## Work required
For the word "node", count the lines in the records below that include it and give only that number.

## Input for this task

<<<<

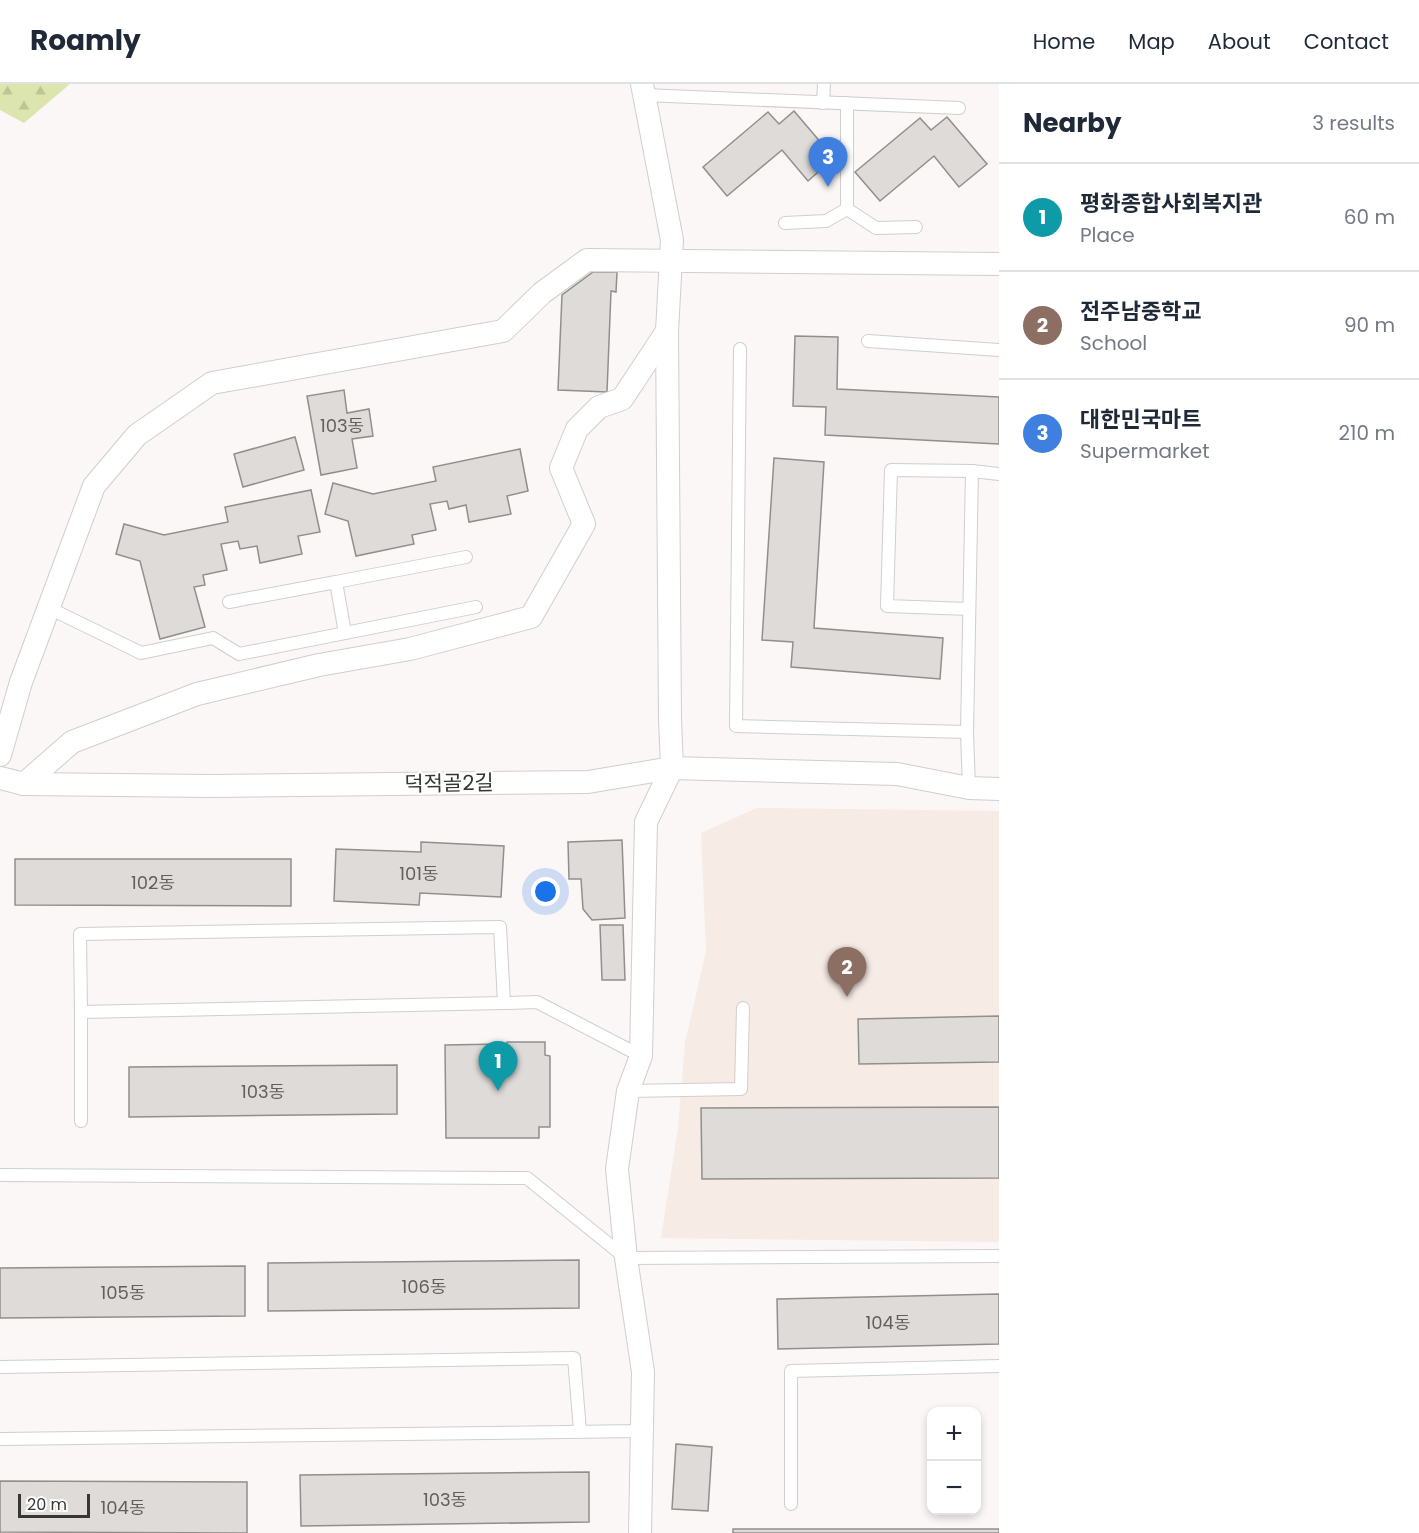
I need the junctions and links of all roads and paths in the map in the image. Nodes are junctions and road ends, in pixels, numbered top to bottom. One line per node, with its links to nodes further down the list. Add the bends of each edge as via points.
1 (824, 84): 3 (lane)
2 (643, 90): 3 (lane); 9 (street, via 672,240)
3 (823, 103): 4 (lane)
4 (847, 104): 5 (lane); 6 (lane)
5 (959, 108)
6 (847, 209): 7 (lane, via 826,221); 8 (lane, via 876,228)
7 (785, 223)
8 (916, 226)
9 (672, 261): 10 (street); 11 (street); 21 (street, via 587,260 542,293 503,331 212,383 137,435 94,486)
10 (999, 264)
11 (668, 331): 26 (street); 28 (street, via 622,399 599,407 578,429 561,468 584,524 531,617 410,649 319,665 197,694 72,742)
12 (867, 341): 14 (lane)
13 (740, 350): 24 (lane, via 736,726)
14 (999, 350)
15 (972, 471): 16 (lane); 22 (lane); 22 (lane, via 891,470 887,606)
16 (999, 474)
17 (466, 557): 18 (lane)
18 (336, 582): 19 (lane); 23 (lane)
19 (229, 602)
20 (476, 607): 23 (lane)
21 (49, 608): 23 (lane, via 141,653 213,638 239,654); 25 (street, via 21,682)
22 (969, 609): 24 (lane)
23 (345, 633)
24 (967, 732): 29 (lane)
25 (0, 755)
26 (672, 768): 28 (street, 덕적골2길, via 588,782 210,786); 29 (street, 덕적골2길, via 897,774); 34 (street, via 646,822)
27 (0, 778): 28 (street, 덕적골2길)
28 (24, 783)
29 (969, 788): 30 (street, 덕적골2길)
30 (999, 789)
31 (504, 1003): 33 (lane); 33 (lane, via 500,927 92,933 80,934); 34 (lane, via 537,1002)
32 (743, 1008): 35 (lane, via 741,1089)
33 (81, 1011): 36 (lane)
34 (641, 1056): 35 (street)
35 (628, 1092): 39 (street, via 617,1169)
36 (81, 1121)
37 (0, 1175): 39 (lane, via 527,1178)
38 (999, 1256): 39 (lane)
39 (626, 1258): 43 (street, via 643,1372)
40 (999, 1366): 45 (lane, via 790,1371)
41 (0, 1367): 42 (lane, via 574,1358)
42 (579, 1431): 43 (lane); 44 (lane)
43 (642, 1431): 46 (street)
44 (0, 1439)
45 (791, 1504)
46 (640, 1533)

>>>>
<<<<

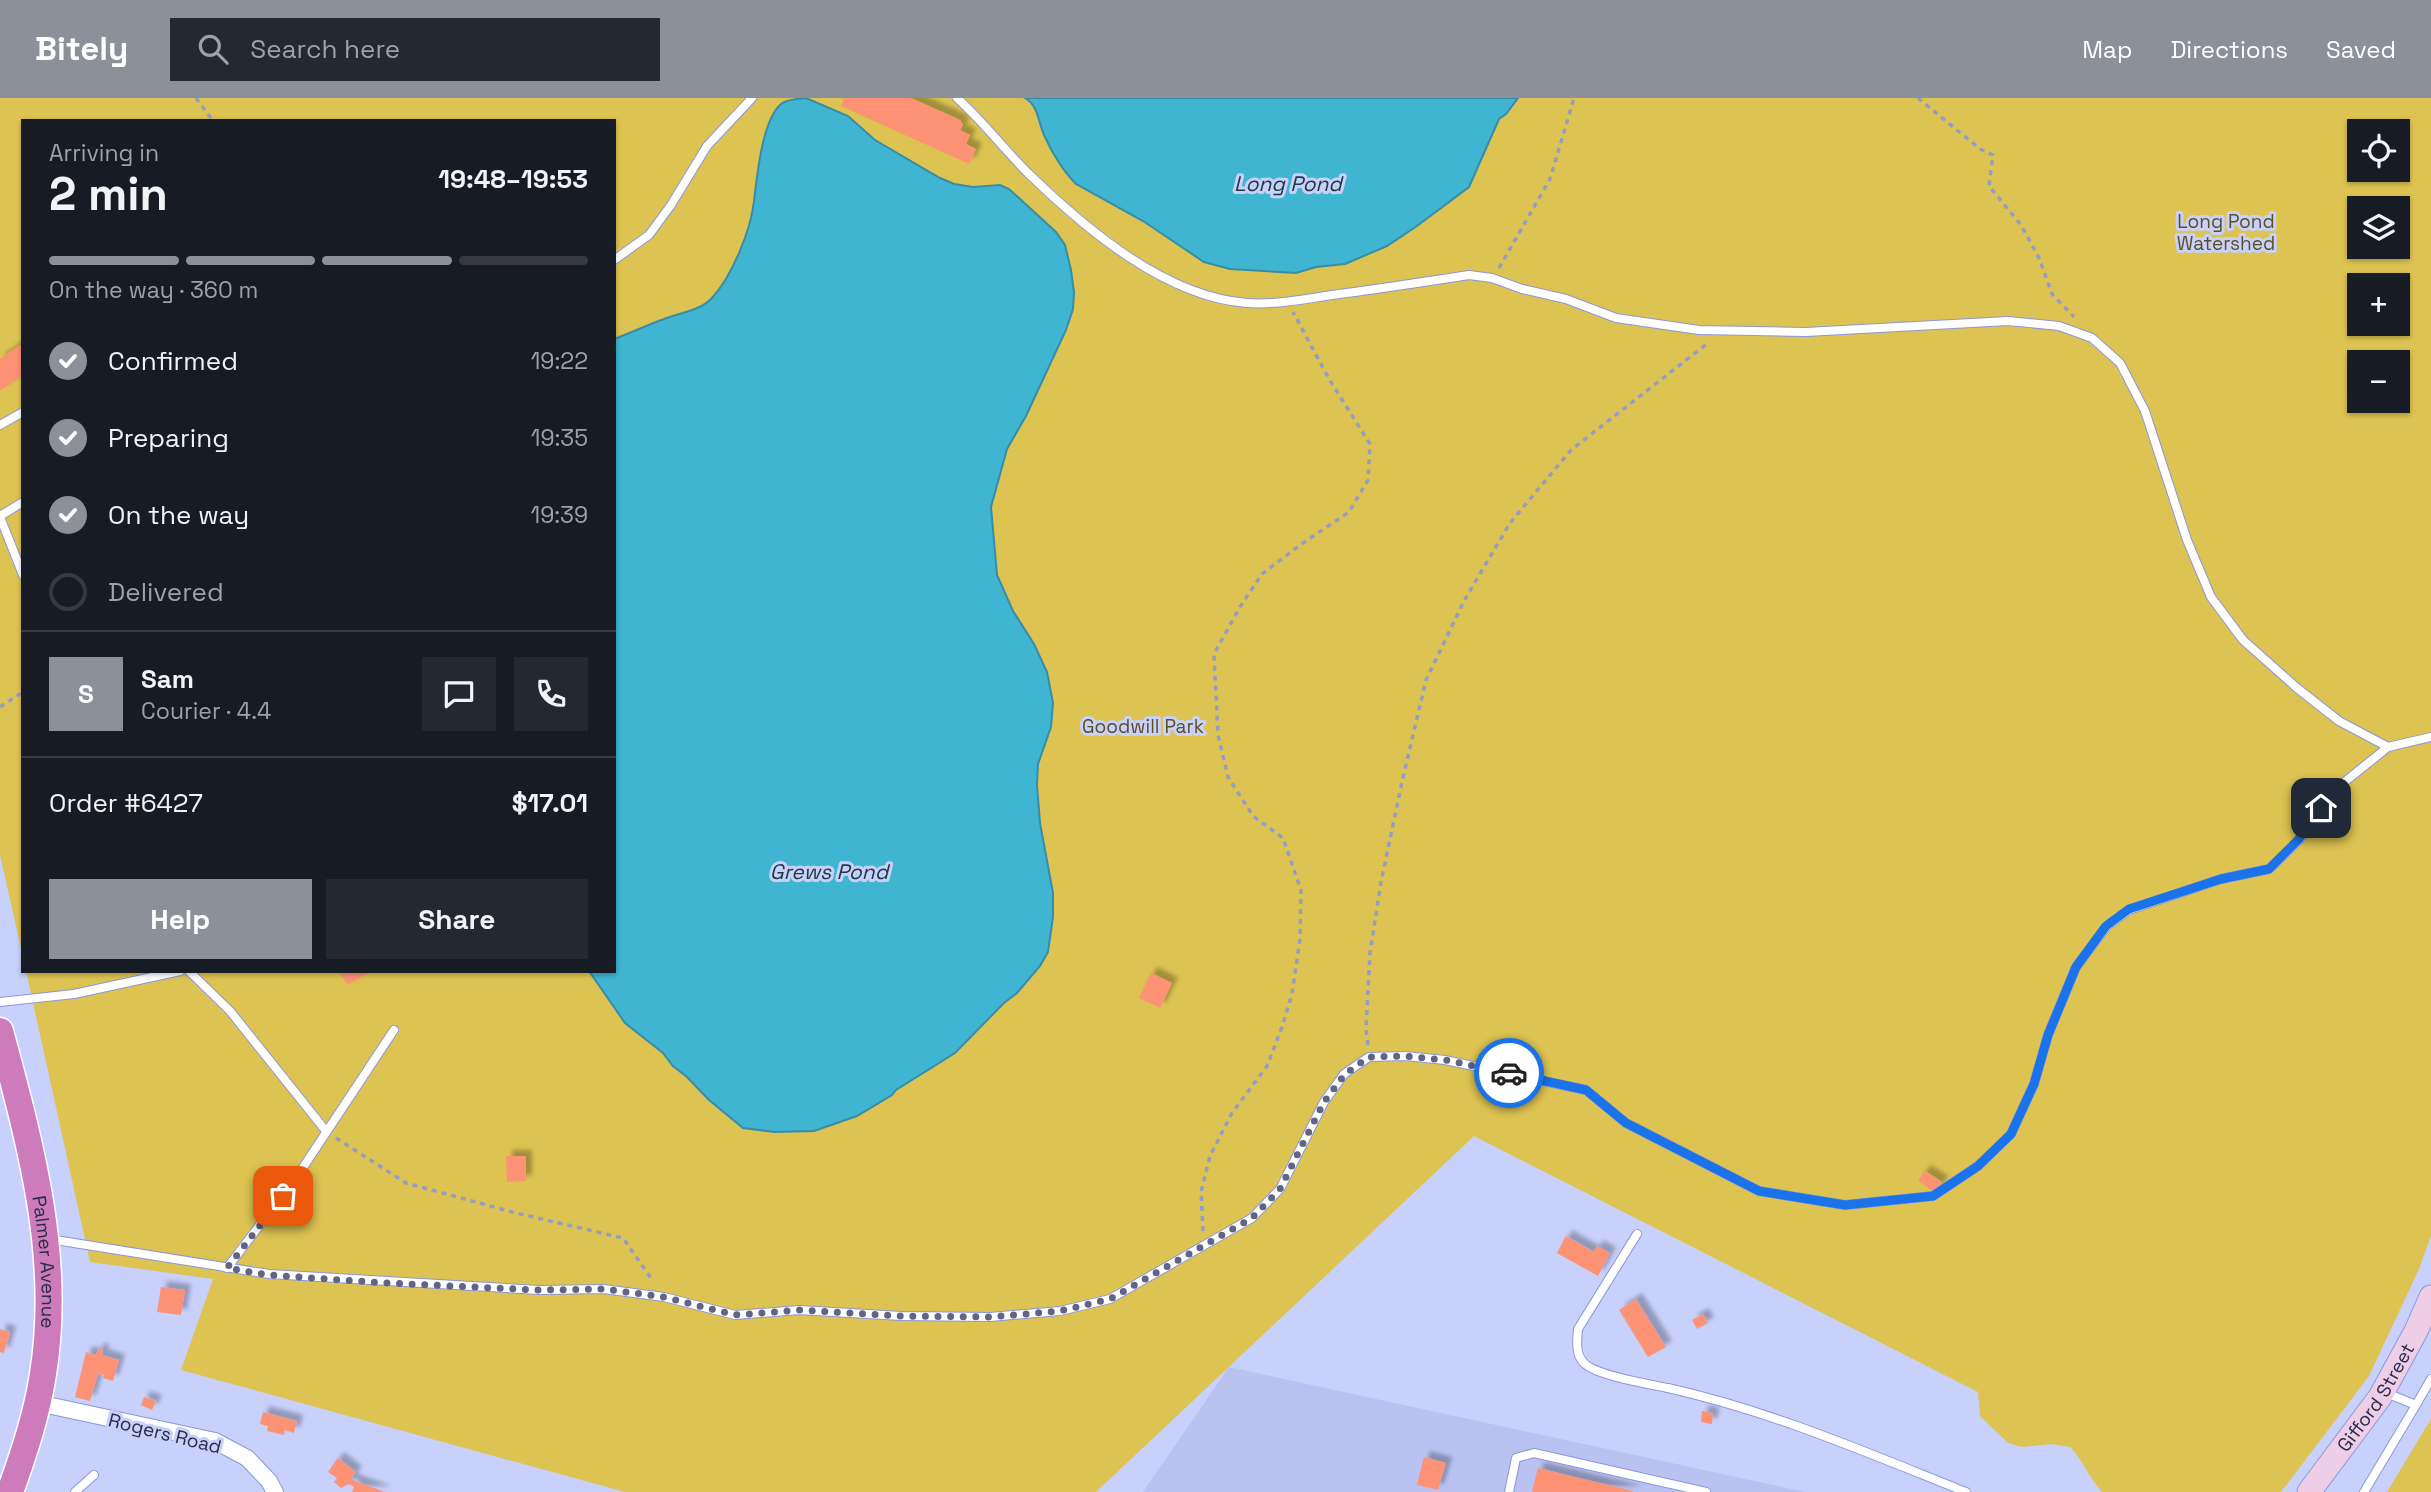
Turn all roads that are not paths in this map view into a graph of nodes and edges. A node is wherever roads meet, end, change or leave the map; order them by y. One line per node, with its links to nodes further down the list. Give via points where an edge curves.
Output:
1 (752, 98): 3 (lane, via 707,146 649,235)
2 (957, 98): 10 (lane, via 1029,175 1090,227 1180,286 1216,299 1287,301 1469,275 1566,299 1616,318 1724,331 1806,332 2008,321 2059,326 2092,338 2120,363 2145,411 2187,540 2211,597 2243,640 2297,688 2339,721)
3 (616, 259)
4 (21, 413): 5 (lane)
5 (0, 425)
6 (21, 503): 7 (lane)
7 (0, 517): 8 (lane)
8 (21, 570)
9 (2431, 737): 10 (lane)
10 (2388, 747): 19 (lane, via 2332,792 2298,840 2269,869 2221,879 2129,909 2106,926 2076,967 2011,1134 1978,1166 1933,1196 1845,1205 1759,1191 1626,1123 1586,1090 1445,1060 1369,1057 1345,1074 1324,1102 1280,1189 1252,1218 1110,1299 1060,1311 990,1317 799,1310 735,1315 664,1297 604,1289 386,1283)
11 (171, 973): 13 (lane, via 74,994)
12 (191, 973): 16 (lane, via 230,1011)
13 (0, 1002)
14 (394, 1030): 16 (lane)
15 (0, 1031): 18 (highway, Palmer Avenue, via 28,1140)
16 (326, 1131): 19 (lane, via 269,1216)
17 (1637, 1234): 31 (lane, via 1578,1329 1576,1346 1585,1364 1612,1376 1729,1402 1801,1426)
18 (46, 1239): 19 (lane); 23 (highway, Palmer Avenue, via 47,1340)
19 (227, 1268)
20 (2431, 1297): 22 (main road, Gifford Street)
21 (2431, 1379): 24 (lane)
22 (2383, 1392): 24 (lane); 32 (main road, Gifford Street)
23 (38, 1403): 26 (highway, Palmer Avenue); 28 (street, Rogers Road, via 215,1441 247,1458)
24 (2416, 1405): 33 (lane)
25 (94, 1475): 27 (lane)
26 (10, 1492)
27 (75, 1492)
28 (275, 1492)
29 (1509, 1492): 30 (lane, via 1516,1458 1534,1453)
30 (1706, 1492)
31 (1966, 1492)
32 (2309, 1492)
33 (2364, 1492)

>>>>

## Solved problem
2